We have enough data now for EPA to stop asking if the dumps should be cleaned up, and start figuring out how to do it. EPA has full authority to carve out a smaller unit at the site and start targeted cleanup there, while continuing scientifically sound investigations of other parts of the property. (CFC and independent reviewers have found the science and assumptions behind recent EPA studies to be deeply flawed.)

Further, EPA must compel the responsible parties to make things right at Smurfit. These responsible parties (M2Green Redevelopment, LLC, International Paper Company, and WestRock CP, LLC) have a clear legal and moral obligation to pay for investigation and cleanup — a process they agreed to back five years ago. Furthermore, International Paper and WestRock are two of the world’s leading producers of packing, pulp, and paper. They have the financial resources to do right by the river and the people, fish, and wildlife it sustains.

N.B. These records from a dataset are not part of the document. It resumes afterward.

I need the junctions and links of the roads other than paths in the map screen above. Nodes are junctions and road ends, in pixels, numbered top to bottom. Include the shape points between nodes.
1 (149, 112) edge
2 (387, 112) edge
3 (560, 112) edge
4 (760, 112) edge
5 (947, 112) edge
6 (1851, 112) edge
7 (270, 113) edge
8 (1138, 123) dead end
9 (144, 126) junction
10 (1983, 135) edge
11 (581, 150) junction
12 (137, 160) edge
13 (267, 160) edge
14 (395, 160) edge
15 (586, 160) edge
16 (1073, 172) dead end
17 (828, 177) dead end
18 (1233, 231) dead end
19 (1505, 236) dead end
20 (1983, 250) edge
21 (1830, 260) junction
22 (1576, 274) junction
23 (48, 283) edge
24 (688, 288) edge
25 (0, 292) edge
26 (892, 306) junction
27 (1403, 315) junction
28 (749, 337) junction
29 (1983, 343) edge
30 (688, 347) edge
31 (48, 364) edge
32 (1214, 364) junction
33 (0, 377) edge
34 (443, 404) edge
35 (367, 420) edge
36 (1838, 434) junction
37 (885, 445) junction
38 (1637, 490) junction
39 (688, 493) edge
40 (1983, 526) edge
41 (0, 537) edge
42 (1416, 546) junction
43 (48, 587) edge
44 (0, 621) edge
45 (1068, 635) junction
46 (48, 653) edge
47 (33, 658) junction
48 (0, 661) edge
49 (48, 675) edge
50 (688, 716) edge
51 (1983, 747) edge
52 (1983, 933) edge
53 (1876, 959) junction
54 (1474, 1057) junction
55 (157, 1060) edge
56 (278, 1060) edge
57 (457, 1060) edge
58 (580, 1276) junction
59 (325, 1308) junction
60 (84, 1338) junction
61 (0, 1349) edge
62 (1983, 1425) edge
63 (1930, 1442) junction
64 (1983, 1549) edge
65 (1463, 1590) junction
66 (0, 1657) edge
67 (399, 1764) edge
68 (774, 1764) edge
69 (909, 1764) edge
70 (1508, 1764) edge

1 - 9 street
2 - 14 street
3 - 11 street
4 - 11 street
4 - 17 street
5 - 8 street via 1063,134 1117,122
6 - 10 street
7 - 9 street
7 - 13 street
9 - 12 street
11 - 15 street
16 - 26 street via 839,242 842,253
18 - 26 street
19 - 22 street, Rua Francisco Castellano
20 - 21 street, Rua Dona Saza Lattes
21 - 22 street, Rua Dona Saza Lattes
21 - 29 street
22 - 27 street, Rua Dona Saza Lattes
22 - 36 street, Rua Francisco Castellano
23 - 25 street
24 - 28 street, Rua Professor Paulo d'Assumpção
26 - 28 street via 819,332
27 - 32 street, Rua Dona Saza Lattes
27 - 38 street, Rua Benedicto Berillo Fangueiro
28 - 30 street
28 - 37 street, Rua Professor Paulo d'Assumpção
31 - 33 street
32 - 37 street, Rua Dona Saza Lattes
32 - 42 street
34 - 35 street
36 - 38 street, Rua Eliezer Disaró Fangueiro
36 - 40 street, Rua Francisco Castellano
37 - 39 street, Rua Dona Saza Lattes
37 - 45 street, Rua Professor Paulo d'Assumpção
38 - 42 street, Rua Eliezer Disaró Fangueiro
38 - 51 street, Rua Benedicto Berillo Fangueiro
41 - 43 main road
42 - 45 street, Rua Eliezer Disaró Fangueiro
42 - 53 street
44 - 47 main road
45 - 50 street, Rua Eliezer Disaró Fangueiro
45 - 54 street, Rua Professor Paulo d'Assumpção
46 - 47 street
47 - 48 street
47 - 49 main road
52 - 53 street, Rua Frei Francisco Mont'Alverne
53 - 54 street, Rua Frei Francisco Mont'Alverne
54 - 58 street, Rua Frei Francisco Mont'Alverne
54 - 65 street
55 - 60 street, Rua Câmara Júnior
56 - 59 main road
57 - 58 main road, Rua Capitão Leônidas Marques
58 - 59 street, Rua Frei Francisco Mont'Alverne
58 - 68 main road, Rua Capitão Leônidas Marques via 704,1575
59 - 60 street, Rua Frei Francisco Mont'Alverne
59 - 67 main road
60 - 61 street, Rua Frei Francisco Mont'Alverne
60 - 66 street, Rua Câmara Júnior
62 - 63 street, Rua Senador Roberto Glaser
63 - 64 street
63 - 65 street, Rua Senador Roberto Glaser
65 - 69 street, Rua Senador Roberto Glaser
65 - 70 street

After decades of profitable operations, the clean-up bill is due at Smurfit and it’s time for the responsible parties to step up and pay it.

The path forward: Clean. Smurfit. Now.

beautiful river scene lower clark forkIn 2020 we launched a public campaign to spur progress toward the clear path forward: Clean up the dumps, remove the berms and restore the floodplain.

The Clark Fork Coalition was first formed in 1985 by people concerned about the Smurfit-Stone mill dumping toxins into the river as part of its operations. Thanks to their public advocacy, the mill cleaned up its act.

We need people to stand up again TODAY for the river to protect it from hazardous chemicals. While we wait for the information that will help us properly clean up the entire site, that doesn’t preclude action now at the dumps and berm. We need to fix the places most at-risk.

As for restoring and redeveloping the area post-cleanup, Superfund law also grants certain entities “trusteeship” over potentially harmed natural resources. At Smurfit those Trustees include the US Fish & Wildlife Service, US Forest Service, Confederated Salish and Kootenai Tribes, the Kalispel Tribe, and the Montana Natural Resource Damage Program. These Trustees are going to conduct a Natural Resource Damage Assessment to determine whether natural resources have been injured or lost. This will set the stage — and may provide funding — for any restoration needed after the entire site is cleaned up. (Read the Trustees’ Preassessment Screen HERE.)

The Smurfit site presents a rare opportunity to protect and improve water quality, fish and wildlife habitat, and flood storage of the Clark Fork River over a big expanse of land. Let’s get started. It’s time.